Show every line of the data that contains the string "down".

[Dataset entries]
● ● ● ● ● ● ●

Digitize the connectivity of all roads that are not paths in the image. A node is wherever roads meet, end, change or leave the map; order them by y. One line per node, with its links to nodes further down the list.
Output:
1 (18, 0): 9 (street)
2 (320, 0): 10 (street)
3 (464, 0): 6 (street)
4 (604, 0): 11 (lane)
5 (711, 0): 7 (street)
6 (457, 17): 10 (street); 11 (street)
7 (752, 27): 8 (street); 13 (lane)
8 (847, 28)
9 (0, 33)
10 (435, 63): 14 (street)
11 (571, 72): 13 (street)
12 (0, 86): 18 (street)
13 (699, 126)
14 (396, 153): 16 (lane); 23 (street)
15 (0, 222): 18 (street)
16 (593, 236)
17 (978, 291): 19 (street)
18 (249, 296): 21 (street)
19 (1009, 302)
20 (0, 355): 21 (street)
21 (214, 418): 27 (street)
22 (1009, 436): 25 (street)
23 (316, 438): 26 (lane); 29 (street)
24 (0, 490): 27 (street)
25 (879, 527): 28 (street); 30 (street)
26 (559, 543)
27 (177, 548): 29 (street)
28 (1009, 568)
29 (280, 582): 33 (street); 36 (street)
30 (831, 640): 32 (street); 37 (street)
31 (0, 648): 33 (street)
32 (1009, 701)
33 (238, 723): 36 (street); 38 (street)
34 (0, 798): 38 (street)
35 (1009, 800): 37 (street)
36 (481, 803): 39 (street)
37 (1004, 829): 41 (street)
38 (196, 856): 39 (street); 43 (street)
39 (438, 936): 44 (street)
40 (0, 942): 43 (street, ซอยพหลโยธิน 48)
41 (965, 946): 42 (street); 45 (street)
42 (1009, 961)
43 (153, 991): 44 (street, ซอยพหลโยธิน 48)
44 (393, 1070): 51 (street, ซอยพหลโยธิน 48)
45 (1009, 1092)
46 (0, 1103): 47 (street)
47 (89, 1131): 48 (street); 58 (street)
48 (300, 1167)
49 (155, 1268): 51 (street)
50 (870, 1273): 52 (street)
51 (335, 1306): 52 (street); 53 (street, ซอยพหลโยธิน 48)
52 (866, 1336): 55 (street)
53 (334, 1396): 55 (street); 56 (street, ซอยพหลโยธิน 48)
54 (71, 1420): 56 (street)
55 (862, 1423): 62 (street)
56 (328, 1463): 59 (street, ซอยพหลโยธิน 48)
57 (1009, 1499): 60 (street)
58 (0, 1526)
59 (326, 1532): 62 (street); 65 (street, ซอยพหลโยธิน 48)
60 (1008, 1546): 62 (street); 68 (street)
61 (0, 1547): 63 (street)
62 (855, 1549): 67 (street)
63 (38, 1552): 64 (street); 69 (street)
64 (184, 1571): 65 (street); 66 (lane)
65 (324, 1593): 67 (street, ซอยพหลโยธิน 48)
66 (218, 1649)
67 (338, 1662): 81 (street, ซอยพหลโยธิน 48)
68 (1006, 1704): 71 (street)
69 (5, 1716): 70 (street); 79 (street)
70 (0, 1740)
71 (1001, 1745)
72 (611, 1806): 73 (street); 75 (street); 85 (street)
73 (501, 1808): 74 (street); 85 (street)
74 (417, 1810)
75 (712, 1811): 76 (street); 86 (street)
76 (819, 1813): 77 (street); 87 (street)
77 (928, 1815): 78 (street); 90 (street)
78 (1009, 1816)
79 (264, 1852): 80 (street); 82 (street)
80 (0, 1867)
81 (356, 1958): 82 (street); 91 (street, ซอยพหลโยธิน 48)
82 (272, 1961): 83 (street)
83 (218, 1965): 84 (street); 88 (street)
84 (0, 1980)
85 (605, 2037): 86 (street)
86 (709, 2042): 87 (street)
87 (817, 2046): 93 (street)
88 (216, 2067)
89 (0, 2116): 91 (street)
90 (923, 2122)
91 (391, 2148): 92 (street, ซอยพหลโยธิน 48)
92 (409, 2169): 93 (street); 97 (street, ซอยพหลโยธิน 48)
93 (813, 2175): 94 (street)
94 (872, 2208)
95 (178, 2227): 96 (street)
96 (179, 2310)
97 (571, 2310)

● ● ● ● ● ● ●

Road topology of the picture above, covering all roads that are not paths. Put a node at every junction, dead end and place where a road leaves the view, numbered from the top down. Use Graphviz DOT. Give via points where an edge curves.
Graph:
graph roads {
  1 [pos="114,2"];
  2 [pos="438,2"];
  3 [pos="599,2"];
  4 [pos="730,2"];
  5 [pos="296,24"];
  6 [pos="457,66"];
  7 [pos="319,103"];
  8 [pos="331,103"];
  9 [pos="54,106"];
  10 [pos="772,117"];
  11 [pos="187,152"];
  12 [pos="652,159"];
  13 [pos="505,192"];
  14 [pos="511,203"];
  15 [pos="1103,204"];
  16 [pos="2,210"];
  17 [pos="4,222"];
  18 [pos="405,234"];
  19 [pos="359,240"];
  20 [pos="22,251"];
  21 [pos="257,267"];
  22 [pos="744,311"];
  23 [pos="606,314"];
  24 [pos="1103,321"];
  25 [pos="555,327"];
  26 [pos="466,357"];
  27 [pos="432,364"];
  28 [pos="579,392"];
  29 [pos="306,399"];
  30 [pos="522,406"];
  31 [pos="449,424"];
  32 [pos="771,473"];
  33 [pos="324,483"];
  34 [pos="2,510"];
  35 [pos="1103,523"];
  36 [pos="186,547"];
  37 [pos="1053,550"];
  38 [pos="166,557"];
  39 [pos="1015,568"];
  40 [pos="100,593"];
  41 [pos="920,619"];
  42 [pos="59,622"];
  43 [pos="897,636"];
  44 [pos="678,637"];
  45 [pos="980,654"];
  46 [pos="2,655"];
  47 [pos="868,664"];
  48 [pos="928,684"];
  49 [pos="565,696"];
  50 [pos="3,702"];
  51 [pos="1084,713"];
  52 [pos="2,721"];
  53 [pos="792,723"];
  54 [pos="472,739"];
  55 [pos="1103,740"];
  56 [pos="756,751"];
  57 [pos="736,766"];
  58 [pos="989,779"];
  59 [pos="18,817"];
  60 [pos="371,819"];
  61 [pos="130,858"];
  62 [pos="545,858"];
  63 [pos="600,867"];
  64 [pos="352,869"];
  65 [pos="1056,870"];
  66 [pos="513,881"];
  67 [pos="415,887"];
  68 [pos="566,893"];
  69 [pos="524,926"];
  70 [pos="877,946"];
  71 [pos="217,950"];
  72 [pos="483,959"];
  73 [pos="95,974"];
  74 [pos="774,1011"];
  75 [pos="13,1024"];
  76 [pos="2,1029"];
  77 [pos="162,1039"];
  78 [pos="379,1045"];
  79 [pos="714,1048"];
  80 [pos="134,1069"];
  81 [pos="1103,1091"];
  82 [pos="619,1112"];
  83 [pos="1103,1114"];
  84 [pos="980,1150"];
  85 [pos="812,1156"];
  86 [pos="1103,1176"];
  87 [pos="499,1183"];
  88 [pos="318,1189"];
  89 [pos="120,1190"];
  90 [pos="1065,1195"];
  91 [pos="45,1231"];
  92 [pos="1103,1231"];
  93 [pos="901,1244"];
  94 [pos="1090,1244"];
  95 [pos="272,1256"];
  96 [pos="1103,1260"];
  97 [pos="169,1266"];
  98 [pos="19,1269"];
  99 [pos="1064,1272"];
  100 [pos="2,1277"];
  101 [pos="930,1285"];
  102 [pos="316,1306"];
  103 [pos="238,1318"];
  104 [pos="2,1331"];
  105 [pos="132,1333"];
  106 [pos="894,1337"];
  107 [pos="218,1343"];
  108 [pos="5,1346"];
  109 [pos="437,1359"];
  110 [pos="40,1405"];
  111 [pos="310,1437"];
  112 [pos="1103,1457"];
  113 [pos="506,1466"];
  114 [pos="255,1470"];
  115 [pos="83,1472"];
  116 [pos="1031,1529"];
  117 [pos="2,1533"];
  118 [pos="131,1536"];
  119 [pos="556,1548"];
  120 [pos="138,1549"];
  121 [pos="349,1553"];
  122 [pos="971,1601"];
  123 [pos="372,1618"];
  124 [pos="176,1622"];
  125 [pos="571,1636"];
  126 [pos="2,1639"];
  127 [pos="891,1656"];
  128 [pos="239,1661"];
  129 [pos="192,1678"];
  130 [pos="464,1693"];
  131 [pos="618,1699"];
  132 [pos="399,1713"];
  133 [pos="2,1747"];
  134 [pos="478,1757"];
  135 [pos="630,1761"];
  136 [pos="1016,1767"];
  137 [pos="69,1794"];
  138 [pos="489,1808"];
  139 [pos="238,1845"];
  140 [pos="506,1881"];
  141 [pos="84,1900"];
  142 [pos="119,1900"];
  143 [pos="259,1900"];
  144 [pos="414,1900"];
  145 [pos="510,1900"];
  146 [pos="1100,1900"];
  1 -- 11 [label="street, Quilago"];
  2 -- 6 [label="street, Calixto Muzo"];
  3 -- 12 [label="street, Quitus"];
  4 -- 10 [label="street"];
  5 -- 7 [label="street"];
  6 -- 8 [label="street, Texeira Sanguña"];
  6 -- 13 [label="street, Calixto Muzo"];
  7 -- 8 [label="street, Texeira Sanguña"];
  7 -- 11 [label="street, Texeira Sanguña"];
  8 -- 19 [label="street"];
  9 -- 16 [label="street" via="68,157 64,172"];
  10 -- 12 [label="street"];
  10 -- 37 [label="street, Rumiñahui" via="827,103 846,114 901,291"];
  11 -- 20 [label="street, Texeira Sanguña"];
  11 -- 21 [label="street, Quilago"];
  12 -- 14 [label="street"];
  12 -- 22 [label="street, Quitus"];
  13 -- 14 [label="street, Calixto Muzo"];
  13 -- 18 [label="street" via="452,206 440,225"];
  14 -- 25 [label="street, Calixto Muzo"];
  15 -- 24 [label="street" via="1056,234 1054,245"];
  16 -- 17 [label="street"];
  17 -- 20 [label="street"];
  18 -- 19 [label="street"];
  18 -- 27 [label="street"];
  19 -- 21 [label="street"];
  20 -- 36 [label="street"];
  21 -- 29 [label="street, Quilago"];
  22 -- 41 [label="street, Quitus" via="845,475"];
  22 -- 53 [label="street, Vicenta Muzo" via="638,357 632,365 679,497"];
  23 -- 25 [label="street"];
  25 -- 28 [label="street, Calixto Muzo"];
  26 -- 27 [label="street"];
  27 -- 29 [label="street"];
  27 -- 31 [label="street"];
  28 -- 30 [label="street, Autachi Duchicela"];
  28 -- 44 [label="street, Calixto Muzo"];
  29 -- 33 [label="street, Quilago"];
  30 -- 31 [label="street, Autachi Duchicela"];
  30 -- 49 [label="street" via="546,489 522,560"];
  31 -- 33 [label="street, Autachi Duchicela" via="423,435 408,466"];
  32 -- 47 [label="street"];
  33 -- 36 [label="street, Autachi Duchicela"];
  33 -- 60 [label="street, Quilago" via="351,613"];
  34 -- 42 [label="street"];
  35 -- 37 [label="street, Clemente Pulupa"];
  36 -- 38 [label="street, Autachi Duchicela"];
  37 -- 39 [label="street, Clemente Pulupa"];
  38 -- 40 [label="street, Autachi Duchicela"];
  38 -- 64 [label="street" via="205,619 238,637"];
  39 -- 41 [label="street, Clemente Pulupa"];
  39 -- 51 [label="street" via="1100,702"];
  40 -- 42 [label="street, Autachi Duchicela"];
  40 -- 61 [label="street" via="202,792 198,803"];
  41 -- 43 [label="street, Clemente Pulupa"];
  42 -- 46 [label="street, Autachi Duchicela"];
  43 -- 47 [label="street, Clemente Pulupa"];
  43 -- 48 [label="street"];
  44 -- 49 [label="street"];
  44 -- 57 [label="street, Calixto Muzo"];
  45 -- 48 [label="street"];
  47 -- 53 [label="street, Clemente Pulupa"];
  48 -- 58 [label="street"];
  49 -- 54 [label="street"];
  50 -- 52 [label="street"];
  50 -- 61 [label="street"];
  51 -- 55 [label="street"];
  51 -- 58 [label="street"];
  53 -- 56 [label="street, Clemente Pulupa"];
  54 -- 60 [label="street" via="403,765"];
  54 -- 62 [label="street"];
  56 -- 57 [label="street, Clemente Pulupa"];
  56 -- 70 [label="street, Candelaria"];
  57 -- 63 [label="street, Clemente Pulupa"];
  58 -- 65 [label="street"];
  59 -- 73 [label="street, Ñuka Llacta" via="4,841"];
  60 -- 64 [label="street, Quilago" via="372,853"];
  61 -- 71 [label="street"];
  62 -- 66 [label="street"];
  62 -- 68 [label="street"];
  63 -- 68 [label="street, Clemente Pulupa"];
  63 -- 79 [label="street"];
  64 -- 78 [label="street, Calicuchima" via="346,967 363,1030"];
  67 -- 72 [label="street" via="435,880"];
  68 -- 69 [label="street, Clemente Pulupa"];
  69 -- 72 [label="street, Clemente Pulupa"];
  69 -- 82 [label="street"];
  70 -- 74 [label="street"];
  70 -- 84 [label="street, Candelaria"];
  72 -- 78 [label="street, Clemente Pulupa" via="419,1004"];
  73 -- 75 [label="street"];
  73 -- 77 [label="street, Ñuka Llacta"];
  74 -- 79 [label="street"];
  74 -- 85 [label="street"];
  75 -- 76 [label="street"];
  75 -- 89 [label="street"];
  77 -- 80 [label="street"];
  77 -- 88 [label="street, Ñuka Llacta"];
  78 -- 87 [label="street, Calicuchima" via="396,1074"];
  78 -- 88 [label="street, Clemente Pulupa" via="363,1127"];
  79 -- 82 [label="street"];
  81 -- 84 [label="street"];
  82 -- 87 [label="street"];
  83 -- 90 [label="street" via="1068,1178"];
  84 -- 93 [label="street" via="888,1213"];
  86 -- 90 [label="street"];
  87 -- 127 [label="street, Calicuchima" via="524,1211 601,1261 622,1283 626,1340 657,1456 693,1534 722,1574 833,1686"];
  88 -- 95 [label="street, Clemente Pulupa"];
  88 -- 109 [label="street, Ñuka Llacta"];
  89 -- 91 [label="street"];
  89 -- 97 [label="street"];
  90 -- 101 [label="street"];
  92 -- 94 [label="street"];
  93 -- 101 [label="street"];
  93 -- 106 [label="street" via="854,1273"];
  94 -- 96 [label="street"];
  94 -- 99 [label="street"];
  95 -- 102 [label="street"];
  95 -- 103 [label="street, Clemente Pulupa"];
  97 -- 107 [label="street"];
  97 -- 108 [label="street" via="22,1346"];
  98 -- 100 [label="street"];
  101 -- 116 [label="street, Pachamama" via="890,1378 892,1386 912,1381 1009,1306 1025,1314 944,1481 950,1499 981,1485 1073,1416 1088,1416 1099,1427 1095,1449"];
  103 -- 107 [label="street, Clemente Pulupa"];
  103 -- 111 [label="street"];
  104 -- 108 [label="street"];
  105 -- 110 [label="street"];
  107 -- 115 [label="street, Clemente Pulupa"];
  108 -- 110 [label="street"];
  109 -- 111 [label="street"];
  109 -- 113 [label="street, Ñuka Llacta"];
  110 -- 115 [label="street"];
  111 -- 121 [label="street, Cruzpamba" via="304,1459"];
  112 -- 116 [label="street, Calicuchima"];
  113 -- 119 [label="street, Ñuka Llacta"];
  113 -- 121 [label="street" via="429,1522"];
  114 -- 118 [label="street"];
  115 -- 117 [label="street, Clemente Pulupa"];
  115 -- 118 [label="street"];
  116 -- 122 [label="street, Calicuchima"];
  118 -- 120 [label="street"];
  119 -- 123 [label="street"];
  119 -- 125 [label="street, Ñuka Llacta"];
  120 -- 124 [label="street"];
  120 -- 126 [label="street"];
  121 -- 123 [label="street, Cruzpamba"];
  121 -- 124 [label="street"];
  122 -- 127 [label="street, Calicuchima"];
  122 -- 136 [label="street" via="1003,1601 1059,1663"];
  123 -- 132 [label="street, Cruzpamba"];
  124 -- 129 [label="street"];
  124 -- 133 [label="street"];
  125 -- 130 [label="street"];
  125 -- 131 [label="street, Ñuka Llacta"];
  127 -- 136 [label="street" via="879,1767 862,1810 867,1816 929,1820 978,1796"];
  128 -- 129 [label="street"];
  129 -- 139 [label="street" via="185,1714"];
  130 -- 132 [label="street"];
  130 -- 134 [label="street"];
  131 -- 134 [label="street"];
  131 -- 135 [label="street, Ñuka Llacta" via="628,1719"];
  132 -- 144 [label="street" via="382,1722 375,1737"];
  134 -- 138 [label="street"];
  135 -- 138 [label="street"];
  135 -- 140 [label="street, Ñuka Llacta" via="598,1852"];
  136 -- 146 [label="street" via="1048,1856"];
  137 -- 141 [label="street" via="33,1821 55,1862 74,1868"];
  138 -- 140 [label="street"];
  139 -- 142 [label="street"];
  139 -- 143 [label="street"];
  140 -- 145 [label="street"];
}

● ● ● ● ● ● ●

▶ [TASK OUTPUT]
Digitize the connectivity of all roads that are not paths in the image. A node is wherever roads meet, end, change or leave the map; order them by y. One line per node, with its links to nodes further down the list.
Road topology of the picture above, covering all roads that are not paths. Put a node at every junction, dead end and place where a road leaves the view, numbered from the top down. Use Graphviz DOT. Give via points where an edge curves.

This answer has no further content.